Our results showed that BMI did not affect the relationship between PTS and further ACL injury risk, as Pearson correlation was PTS, in contrast to other studies such as that of Katherine et al. [42] who found that an increase in BMI may increase the risk of ACL injury in the presence of increased lateral posterior tibial slope.

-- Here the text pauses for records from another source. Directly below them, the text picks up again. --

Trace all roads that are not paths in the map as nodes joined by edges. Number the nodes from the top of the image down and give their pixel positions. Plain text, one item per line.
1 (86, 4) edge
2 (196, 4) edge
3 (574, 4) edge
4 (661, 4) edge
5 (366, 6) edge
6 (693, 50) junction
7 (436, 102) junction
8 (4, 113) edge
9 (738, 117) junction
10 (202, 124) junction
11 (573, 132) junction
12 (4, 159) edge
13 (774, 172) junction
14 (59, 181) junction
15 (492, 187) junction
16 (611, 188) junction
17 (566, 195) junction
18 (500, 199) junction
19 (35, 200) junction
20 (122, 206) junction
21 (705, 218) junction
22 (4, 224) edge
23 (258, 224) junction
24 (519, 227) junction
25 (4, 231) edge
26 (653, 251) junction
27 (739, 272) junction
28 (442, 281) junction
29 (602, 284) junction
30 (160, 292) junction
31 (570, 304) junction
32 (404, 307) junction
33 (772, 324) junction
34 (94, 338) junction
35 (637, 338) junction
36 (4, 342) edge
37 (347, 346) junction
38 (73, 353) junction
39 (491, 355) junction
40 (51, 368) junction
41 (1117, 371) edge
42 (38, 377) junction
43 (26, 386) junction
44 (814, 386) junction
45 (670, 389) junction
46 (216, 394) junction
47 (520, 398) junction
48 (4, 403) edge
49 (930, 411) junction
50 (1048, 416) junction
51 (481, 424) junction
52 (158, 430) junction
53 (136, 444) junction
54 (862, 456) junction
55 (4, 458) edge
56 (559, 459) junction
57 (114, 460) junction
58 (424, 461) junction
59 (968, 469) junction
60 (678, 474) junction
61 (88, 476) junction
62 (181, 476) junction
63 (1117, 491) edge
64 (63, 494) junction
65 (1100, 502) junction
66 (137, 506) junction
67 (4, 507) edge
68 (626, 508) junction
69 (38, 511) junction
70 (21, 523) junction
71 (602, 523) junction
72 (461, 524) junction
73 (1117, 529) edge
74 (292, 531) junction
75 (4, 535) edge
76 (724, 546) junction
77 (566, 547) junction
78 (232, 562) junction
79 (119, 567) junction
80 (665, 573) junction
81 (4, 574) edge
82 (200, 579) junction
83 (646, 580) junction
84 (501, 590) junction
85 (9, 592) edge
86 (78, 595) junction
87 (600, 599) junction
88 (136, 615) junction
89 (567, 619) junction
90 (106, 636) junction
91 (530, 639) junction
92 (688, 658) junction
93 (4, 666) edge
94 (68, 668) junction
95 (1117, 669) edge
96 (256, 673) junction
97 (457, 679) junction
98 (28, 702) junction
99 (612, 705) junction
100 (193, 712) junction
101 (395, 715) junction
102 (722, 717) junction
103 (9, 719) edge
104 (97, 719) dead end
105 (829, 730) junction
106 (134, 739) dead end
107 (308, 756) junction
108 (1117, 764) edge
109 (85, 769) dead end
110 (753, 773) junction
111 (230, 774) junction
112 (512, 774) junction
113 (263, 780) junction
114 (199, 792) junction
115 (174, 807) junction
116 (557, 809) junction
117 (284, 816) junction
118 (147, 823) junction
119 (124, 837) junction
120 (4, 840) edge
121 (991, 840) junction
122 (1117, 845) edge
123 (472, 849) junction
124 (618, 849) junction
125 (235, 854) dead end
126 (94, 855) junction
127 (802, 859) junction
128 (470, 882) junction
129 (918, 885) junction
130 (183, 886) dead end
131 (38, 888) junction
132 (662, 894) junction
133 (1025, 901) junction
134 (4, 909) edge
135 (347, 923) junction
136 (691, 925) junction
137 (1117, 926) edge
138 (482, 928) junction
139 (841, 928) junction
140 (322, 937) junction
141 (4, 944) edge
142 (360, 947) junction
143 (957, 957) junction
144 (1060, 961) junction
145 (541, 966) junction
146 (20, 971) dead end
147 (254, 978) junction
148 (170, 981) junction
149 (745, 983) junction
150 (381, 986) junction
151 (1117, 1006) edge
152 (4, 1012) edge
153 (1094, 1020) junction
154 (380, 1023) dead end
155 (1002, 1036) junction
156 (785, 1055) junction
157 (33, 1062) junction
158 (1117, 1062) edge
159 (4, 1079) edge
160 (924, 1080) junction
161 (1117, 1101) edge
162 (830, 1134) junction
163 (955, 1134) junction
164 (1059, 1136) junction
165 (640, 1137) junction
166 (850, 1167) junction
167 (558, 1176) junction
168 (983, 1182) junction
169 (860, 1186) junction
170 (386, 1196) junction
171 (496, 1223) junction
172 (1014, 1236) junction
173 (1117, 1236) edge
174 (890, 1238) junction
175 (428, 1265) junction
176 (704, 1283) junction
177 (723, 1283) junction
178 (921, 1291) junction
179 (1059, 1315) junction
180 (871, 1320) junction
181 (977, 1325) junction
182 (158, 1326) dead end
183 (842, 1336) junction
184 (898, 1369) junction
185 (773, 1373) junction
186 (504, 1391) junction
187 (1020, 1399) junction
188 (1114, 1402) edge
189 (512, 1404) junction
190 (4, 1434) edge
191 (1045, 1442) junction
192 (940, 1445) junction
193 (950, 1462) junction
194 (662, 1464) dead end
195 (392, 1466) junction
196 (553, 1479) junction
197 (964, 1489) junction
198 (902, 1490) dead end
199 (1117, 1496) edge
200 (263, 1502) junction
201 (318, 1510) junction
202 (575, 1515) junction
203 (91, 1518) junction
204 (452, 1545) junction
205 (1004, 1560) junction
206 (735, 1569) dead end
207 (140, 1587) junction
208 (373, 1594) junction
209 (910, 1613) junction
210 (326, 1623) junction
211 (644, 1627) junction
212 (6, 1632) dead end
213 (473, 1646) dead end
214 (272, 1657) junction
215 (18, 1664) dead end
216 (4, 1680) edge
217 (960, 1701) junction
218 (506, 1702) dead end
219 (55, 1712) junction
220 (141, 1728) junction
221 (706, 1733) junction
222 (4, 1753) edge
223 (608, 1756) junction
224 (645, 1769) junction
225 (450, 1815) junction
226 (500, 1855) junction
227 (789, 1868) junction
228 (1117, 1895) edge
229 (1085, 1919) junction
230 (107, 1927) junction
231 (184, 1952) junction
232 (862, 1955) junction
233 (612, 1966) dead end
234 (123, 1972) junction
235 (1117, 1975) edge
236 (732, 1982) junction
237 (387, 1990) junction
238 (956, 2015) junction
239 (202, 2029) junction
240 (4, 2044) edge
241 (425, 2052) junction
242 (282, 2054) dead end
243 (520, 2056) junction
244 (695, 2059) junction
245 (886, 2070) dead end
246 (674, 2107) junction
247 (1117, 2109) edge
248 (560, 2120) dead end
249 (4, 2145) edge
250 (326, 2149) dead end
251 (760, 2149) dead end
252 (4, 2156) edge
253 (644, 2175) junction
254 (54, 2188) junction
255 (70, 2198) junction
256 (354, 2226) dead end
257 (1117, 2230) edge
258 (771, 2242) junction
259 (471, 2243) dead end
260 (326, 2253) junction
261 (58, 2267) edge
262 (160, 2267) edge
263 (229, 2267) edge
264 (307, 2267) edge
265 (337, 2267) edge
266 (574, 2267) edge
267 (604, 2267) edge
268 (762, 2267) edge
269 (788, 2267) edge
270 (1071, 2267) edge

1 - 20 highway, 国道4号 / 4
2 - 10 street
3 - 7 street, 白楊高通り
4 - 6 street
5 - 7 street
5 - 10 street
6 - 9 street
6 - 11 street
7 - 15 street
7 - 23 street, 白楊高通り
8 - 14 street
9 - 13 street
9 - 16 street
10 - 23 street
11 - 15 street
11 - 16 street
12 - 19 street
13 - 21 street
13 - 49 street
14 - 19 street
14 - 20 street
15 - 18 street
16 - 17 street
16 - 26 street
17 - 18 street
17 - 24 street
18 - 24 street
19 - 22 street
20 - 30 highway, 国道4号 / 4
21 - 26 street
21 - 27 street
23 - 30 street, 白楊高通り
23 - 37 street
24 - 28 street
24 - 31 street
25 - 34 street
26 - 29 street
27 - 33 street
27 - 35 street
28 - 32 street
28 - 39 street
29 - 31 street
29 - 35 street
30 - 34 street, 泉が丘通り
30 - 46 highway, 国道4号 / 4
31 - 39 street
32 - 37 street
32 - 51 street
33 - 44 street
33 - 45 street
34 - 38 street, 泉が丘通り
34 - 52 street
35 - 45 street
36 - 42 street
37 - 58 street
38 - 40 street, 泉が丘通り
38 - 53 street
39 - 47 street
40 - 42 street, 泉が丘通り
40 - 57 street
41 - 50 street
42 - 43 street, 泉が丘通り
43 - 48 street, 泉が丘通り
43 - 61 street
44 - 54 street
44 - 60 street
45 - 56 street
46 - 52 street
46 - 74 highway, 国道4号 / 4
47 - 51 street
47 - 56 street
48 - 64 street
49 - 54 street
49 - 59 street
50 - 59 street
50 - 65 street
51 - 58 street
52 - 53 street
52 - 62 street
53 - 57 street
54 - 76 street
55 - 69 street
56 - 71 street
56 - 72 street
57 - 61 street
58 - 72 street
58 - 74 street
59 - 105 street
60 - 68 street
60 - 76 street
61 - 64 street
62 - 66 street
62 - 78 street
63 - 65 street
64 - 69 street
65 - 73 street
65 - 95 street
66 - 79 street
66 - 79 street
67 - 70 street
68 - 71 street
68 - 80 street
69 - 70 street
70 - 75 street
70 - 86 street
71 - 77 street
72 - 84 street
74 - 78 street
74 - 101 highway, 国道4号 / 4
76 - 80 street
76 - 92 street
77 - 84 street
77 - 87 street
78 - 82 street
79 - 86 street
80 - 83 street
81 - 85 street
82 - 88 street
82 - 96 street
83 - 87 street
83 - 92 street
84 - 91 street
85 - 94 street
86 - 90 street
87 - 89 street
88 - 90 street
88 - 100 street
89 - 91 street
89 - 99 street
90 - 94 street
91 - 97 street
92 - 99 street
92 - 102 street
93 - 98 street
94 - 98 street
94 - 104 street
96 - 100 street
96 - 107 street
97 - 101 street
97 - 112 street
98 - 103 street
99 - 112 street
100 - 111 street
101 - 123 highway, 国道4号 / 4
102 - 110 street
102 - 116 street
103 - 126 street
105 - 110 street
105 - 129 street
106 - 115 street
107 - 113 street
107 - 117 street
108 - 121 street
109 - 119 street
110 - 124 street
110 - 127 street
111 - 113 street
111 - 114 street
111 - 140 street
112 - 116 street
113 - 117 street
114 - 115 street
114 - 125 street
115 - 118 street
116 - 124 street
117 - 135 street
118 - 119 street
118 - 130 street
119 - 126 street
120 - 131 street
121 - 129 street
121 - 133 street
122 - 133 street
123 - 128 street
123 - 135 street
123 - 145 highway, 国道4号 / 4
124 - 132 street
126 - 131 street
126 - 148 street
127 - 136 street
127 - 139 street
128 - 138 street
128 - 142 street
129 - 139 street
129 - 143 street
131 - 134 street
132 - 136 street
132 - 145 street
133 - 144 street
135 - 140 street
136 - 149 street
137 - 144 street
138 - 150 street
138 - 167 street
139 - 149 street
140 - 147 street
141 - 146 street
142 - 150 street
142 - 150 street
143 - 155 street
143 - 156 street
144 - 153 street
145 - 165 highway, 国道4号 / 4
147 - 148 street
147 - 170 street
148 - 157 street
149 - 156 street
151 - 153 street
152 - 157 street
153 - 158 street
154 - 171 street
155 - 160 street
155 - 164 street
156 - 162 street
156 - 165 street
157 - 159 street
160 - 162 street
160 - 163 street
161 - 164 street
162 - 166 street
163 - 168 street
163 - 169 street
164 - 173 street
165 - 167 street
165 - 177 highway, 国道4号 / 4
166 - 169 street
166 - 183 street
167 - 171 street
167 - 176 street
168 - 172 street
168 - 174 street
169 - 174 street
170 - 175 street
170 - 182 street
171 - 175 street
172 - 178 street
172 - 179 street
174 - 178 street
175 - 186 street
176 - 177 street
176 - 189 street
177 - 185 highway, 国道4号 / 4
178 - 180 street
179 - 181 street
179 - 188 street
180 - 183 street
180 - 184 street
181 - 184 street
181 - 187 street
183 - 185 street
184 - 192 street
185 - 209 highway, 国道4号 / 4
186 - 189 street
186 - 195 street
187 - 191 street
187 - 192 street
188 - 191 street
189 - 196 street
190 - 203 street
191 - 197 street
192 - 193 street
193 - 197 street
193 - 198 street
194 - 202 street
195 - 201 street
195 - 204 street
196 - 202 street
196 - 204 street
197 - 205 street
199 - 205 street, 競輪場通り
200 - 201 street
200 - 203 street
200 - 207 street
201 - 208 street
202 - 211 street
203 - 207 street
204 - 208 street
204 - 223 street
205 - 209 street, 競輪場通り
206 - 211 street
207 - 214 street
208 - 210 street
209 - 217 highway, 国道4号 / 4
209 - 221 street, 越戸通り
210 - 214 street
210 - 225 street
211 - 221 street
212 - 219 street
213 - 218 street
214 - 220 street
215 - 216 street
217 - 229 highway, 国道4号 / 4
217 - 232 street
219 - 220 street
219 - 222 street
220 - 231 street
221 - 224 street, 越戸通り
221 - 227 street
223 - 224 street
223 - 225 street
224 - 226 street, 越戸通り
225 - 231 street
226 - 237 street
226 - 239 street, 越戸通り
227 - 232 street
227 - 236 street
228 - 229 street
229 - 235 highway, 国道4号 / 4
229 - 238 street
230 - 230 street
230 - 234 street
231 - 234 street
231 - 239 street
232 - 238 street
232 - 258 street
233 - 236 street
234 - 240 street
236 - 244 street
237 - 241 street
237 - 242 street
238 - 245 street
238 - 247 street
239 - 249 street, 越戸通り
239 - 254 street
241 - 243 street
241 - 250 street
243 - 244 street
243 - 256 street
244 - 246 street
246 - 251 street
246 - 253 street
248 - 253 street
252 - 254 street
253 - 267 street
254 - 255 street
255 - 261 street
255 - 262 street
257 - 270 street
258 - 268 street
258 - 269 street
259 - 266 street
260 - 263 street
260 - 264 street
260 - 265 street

Because of the significant relationships found in our study, we recommend systematic measurement of the PTS in patients undergoing primary ACL reconstruction. For patients with high PTS, which was ≥ 10° in our study, patient counseling should be undertaken to convey the potentially increased risk of further ACL injury in either knee. An initial course of conservative management consisting of a structured rehabilitation program of proprioception and muscular strengthening may be a way of minimizing the increased risk. Discussion with patients about invasive procedures such as high tibial osteotomy HTO in cases of ACL graft rupture associated with a high PTS should be considered [11, 43, 44]. As a matter of fact, a cadaveric study by Imhoff et al. [45] suggests that knee kinematics can be improved in ACL-reconstructed knees, as well as in ACL-deficient knees, provided an ACL reconstruction is performed concomitantly. Similarly, Sonnery-Cottet et al. [44] reported that a combined ACL re-revision associated with a proximal tibial closing wedge osteotomy restores knee stability and function, following recurrent ACL ruptures associated with an increased PTS.

Limitations

This study has several limitations: First, it is a retrospective monocentric study. Also, patients were operated on by several senior surgeons, but they used the same technique. Moreover, the number of patients with an elevated BMI is limited because most of the patients in the study population are athletic. Our two patient groups did not include information on meniscal injury management, including meniscectomy and repair. This is important because our institution applies a rehabilitation protocol for such patients. Furthermore, generalized joint laxity analyses, such as the Beighton score, were not informed in our patient populations. However, we correctly matched the patients for gender and age, and the follow-up period in the control group was 6.4 ± 2.2 years after primary ACL reconstruction. This corresponds to a duration that is three times longer than the duration to sustain another ACL injury in the study group (30.7 ± 23.6 months). A power analysis was not necessary considering it was a retrospective observational study.

Future directions

Further studies to improve the relevance of these findings would be to design a prospective multicentric randomized study. More detailed demographic information may allow us to identify a subset of patients at a higher risk of further ACL rupture, such as profession, activity level, laxity scores, and concomitant knee injuries and prior operations, such as meniscal or cartilage involvement.

Conclusion

A posterior tibial slope equal to or above 10 degrees measured on lateral knee radiographs was associated with a 5.7 times higher risk of ACL graft rupture or contralateral native ACL injury in patients who had hamstring autograft ACL reconstruction surgery; however, BMI was not noted as a proportional or exponential risk factor. Considering the increasing body of evidence supporting the role of PTS in ACL reconstruction outcomes, attention should be given to the identification of patients at risk of further ACL injury. Those patients should be advised about the potential benefits of additional precautions or surgical slope correction.